Four foreigners in suits assaulted a lone 17-year-old Norwegian in Strandgaten in Bergen, kicking, punching and jumping on him while he lay on the ground.
It happened between 20:00 and 21:00 on 17 May. The upper secondary school graduate (russ) was left bloodied, suffered injuries to his face and head, and remains on sick leave.
That is what the case is about.
But that is not what the case has been about in the mainstream press.
In the days that have followed, the Norwegian media landscape has spent its time on an entirely different story. Bergensavisen censored the video, placed the case behind a paywall and deleted the entire Facebook post when the comment section dared to mention the ethnicity of the perpetrators. The newspaper subsequently changed the word “men” to “boys or men” in its own coverage.
Klassekampen used thousands of words to describe how painful it is now for the 16-year-old that people know who he is. Lawyers have been hired, not to assist the victim, but to report those who identified the perpetrators. The chairman of the Storting’s Justice Committee, Jon Helgheim (Progress Party), has now himself been reported to the police. For having shared an image from a violence video. Of an incident half of Norway had seen.
That is where we are.
They are not children. The press in general calls them “minors”. Klassekampen calls them “children”. The police now say they are under 18 years old, not 18–20 as first reported.
Let us be precise.
Minors in the legal sense may very well be men. These four display, according to the video, a use of violence that testifies to extensive experience. They did not strike in the heat of the moment. They surrounded a boy walking alone. They knocked him down. They kicked and punched him while he was down. They jumped on him.
That is not childlike behaviour.
It is gang-like, coordinated violence against a lone Norwegian boy, carried out in broad daylight, in the middle of Constitution Day.
The protection afforded to the perpetrators is exceptionally great for one reason. And one reason only.
It is as though we have all forgotten an utterly basic observation: Norwegian minor perpetrators do not receive the same protection in public as the four in the present case receive. Norwegian boys involved in fighting, drugs or vandalism are described far more directly. The tabloids have never had scruples about writing about Norwegian youths who have “gone down the wrong path”.
When the perpetrators are foreigners, everything changes.
That is when the press begins writing “boys” instead of “men”. That is when BA deletes the Facebook post because someone in the comments pointed out the obvious. That is when the police consider reporting a member of parliament for naming a pattern.
That is when lawyers work overtime to protect the identities of the perpetrators.
That is when a politician demands that the chairman of the Justice Committee be removed — for having said what the newspapers would not say.

Helgheim should not suffer for this.
It is Helgheim who stated the truth plainly. In his Facebook post he called the perpetrators “despicable people” and described a “typical pattern where gangs with immigrant backgrounds attack, rob and beat up lone Norwegian boys”. That is not a conclusion he guessed at. It is an observation based on a well-established pattern over many years.

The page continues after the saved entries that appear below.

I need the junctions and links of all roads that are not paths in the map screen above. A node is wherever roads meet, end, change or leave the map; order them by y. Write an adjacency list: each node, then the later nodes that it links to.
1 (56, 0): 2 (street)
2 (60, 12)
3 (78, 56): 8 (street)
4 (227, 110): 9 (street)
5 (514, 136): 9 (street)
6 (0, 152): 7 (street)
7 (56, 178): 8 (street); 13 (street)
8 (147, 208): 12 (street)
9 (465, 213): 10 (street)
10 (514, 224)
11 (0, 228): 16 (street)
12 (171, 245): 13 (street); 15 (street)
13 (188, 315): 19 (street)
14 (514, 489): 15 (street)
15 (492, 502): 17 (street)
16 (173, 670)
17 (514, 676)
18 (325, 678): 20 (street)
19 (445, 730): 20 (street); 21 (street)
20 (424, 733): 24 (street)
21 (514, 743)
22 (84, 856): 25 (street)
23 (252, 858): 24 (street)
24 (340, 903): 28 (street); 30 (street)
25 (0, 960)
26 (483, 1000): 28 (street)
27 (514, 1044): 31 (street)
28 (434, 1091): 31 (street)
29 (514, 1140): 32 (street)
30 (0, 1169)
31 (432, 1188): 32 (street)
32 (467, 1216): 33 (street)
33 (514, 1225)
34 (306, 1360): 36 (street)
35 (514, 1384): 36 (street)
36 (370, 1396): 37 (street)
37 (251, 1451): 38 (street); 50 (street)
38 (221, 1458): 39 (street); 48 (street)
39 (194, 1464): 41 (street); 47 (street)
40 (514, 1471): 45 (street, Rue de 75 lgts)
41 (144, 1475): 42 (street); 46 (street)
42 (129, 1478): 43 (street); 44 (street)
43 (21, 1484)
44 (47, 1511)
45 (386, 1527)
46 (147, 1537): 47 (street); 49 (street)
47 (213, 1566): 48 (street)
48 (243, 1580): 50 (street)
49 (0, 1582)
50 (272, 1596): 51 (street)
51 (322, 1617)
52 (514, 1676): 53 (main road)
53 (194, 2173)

Helgheim initially shared the image uncensored and censored it afterwards. Police prosecutor Linn Søfteland believed he should have chosen different words. The Socialist Left Party’s justice spokesperson wants him removed. Conservative Party politician Mahmoud Farahmand believes he has gone too far.

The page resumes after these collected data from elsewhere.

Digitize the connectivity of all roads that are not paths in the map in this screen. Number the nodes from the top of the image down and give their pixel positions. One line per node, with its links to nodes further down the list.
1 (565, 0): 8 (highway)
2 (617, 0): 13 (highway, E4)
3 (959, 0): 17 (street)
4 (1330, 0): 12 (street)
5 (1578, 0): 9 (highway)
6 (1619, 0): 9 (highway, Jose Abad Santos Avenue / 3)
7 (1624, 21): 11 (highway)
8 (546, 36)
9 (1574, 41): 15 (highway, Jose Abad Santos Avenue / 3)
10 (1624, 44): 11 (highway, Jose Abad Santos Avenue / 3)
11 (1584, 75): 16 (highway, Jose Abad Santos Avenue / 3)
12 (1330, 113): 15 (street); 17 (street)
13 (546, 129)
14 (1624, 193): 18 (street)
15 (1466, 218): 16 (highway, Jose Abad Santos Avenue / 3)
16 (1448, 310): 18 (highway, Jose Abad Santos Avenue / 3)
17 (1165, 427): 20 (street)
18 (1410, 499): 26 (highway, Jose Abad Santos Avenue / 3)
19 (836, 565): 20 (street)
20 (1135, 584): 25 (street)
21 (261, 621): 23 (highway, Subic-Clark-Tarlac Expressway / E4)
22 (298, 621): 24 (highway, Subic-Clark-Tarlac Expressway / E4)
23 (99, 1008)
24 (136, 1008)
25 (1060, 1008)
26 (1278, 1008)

– It is very strange that the Conservative Party chooses to focus on the well-being of the perpetrators in such a case, instead of discussing the content of my post, says Helgheim himself.
He has a point that neither the press nor his own colleagues on the Justice Committee are willing to address. They have reacted more harshly against Helgheim than against the perpetrators who assaulted and brutally beat a Norwegian boy in Strandgaten.
That says everything.
Whom exactly is the system protecting?
We have built a society in which pointing to a criminal pattern is considered worse than being part of it. Where the elected representative who describes violence as violence becomes the object of investigation. Where the perpetrators have lawyers defending them against consequences, and where the police spend their time on what has been said about the case — more than on the case itself.

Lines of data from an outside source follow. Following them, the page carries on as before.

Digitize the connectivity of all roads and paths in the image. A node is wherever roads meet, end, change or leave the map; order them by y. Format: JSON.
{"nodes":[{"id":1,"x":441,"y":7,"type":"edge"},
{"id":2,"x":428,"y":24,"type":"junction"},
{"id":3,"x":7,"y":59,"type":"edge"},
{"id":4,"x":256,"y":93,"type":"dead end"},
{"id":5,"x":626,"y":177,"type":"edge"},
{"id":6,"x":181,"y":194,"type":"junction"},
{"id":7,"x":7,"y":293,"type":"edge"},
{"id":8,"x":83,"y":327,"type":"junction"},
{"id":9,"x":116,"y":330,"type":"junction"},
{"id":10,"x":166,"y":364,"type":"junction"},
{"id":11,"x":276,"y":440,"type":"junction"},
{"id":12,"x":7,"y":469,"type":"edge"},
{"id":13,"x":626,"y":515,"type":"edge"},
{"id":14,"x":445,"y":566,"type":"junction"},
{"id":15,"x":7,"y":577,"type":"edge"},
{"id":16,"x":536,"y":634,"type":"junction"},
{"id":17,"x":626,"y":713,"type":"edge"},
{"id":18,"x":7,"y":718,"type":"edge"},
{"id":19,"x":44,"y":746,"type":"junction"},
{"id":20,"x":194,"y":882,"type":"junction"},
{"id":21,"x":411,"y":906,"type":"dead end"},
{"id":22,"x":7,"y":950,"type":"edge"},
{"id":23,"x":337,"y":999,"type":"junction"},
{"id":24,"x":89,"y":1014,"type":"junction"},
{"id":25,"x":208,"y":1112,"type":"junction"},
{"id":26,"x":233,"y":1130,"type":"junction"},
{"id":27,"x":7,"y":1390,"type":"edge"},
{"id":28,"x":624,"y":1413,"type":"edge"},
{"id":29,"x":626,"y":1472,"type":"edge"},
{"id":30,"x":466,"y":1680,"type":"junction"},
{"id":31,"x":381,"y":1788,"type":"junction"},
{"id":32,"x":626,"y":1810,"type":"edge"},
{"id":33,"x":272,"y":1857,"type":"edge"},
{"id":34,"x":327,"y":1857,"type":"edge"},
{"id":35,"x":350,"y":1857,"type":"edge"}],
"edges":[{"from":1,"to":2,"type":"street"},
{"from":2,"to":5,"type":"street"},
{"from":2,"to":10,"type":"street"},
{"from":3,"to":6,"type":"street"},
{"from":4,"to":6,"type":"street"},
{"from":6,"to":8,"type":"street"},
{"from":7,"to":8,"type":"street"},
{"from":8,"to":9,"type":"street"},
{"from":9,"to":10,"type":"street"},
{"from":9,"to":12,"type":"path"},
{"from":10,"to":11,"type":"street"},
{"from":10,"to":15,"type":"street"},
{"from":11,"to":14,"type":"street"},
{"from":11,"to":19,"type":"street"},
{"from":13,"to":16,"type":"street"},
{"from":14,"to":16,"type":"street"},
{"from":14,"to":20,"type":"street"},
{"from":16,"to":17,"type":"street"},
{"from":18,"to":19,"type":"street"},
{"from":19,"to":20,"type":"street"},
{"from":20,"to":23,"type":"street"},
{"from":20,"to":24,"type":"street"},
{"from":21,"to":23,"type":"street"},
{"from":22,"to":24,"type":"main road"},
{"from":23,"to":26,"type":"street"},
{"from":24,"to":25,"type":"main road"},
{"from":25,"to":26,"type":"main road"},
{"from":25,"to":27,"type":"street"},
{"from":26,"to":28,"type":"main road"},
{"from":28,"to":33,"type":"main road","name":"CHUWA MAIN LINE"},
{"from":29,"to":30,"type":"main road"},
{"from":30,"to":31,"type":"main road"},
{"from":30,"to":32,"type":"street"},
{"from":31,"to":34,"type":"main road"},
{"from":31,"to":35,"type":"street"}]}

That is the real scandal in the Bergen violence case.
Not that Helgheim shared an image. Not that someone in a comment section writes unpleasant things. But that the system, from the newspapers to the justice authorities, has made it a principal task to protect the perpetrators because they are foreigners.
For the 17-year-old who was beaten in Strandgaten, it has no practical significance that the four who attacked him are called “minors”. For him, they were four individuals who surrounded him, knocked him down and jumped on him while he lay on the ground.
For society, it would be far more just, proper and safe to punish the perpetrators rather than those who reveal who they are.
In earlier times, people were covered in tar and feathers and then publicly humiliated by being dragged through the streets on a cart. This was the people’s own punishment, something the police in present-day Norway are evidently terrified of. But since the Norwegian justice system is as weak as it is, perhaps it would not be such a bad idea to reintroduce it.
Not for these poor perpetrators from Farawayistan, of course, but for police, press and politicians who do not allow ordinary people to be left in peace.

Perhaps certain Green Party (MDG) politicians and other enemies of the people ought to be covered in tar and feathers?